Action item
Every line from the beginning of the records below up to the one holding "Which roads connect" should be quoted exactly; leave out the rest.

Dataset records
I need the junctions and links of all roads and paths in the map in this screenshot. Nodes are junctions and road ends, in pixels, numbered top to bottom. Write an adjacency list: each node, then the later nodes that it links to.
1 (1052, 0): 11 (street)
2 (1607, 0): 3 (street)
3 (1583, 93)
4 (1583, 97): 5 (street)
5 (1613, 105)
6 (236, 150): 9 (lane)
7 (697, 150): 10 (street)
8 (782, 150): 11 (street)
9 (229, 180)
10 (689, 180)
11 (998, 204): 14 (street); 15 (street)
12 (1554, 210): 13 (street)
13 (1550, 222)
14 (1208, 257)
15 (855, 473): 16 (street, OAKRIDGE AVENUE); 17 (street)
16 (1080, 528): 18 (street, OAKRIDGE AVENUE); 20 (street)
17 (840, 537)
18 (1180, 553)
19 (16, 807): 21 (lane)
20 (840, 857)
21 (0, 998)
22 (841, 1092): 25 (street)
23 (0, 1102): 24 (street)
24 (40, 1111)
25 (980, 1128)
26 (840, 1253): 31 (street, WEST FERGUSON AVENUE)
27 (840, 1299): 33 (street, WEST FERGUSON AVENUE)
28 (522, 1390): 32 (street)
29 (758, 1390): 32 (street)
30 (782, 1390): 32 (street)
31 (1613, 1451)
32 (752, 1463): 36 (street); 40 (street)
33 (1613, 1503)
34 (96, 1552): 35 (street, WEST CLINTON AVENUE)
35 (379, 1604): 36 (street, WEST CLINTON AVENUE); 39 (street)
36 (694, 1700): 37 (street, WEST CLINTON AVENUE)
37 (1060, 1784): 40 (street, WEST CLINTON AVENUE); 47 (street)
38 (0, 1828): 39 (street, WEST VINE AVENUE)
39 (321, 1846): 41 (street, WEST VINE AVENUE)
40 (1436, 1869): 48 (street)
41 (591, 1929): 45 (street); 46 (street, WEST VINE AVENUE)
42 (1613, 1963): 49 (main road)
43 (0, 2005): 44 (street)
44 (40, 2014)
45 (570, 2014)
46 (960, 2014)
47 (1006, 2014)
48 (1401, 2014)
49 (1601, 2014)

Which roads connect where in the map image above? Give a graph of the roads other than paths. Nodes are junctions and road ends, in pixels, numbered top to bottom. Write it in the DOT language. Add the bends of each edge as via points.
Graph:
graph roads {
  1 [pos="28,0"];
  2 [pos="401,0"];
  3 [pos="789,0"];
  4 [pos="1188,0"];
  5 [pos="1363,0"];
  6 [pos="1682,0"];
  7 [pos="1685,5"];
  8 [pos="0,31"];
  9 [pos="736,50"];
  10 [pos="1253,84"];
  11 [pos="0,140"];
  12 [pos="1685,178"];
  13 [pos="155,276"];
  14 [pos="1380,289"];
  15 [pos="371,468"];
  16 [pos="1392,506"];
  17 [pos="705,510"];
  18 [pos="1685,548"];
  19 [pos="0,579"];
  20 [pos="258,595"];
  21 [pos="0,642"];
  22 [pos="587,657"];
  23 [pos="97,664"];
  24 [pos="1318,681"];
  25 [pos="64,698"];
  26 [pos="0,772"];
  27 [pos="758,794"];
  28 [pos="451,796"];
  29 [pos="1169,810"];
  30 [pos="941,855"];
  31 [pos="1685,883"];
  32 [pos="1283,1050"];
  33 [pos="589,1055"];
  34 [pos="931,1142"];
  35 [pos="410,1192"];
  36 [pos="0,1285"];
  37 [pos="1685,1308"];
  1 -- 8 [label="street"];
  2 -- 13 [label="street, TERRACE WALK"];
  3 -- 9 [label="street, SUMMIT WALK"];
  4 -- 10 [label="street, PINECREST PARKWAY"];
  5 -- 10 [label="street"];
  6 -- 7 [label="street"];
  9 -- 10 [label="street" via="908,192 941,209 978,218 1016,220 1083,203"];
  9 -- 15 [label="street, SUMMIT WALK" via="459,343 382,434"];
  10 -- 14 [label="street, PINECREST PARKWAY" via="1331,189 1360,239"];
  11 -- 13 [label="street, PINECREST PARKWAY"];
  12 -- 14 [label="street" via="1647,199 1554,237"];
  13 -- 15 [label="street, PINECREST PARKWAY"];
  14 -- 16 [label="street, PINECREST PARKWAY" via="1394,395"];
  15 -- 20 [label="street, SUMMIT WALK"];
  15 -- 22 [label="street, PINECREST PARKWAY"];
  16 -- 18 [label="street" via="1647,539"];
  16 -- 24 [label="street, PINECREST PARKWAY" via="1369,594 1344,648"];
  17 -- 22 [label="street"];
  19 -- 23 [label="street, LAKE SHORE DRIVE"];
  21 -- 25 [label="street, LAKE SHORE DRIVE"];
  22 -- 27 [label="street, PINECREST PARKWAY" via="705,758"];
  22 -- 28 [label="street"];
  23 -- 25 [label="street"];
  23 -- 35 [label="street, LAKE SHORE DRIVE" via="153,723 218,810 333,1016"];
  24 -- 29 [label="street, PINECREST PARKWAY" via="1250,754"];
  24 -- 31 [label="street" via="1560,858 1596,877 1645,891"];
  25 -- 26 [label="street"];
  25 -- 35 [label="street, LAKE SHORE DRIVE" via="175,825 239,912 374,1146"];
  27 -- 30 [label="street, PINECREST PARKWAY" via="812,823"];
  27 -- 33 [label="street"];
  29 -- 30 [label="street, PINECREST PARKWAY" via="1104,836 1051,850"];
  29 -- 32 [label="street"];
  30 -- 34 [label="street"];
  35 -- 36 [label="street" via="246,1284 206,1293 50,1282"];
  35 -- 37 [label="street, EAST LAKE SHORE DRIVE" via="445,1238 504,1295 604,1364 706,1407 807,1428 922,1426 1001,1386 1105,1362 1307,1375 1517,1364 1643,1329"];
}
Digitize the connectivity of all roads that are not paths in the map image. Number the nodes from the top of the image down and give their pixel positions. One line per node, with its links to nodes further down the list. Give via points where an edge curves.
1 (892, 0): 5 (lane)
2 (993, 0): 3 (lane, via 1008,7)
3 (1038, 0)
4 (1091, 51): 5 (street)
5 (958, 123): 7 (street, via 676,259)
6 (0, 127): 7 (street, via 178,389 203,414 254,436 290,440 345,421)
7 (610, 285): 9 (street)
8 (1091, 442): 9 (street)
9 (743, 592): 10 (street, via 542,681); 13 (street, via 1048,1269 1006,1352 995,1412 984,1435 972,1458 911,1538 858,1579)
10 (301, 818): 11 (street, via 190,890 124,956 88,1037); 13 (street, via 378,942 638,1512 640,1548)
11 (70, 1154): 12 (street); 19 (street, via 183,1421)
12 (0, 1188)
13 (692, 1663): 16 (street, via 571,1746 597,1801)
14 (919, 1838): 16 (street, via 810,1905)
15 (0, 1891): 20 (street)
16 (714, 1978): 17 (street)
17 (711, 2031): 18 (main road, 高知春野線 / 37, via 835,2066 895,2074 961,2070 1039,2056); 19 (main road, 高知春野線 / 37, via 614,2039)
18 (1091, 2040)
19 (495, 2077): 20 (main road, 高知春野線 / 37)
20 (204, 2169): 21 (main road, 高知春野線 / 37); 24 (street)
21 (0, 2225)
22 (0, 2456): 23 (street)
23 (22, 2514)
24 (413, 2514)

Answer
I need the junctions and links of all roads and paths in the map in this screenshot. Nodes are junctions and road ends, in pixels, numbered top to bottom. Write an adjacency list: each node, then the later nodes that it links to.
1 (1052, 0): 11 (street)
2 (1607, 0): 3 (street)
3 (1583, 93)
4 (1583, 97): 5 (street)
5 (1613, 105)
6 (236, 150): 9 (lane)
7 (697, 150): 10 (street)
8 (782, 150): 11 (street)
9 (229, 180)
10 (689, 180)
11 (998, 204): 14 (street); 15 (street)
12 (1554, 210): 13 (street)
13 (1550, 222)
14 (1208, 257)
15 (855, 473): 16 (street, OAKRIDGE AVENUE); 17 (street)
16 (1080, 528): 18 (street, OAKRIDGE AVENUE); 20 (street)
17 (840, 537)
18 (1180, 553)
19 (16, 807): 21 (lane)
20 (840, 857)
21 (0, 998)
22 (841, 1092): 25 (street)
23 (0, 1102): 24 (street)
24 (40, 1111)
25 (980, 1128)
26 (840, 1253): 31 (street, WEST FERGUSON AVENUE)
27 (840, 1299): 33 (street, WEST FERGUSON AVENUE)
28 (522, 1390): 32 (street)
29 (758, 1390): 32 (street)
30 (782, 1390): 32 (street)
31 (1613, 1451)
32 (752, 1463): 36 (street); 40 (street)
33 (1613, 1503)
34 (96, 1552): 35 (street, WEST CLINTON AVENUE)
35 (379, 1604): 36 (street, WEST CLINTON AVENUE); 39 (street)
36 (694, 1700): 37 (street, WEST CLINTON AVENUE)
37 (1060, 1784): 40 (street, WEST CLINTON AVENUE); 47 (street)
38 (0, 1828): 39 (street, WEST VINE AVENUE)
39 (321, 1846): 41 (street, WEST VINE AVENUE)
40 (1436, 1869): 48 (street)
41 (591, 1929): 45 (street); 46 (street, WEST VINE AVENUE)
42 (1613, 1963): 49 (main road)
43 (0, 2005): 44 (street)
44 (40, 2014)
45 (570, 2014)
46 (960, 2014)
47 (1006, 2014)
48 (1401, 2014)
49 (1601, 2014)

Which roads connect where in the map image above? Give a graph of the roads other than paths. Nodes are junctions and road ends, in pixels, numbered top to bottom. Write it in the DOT language. Add the bends of each edge as via points.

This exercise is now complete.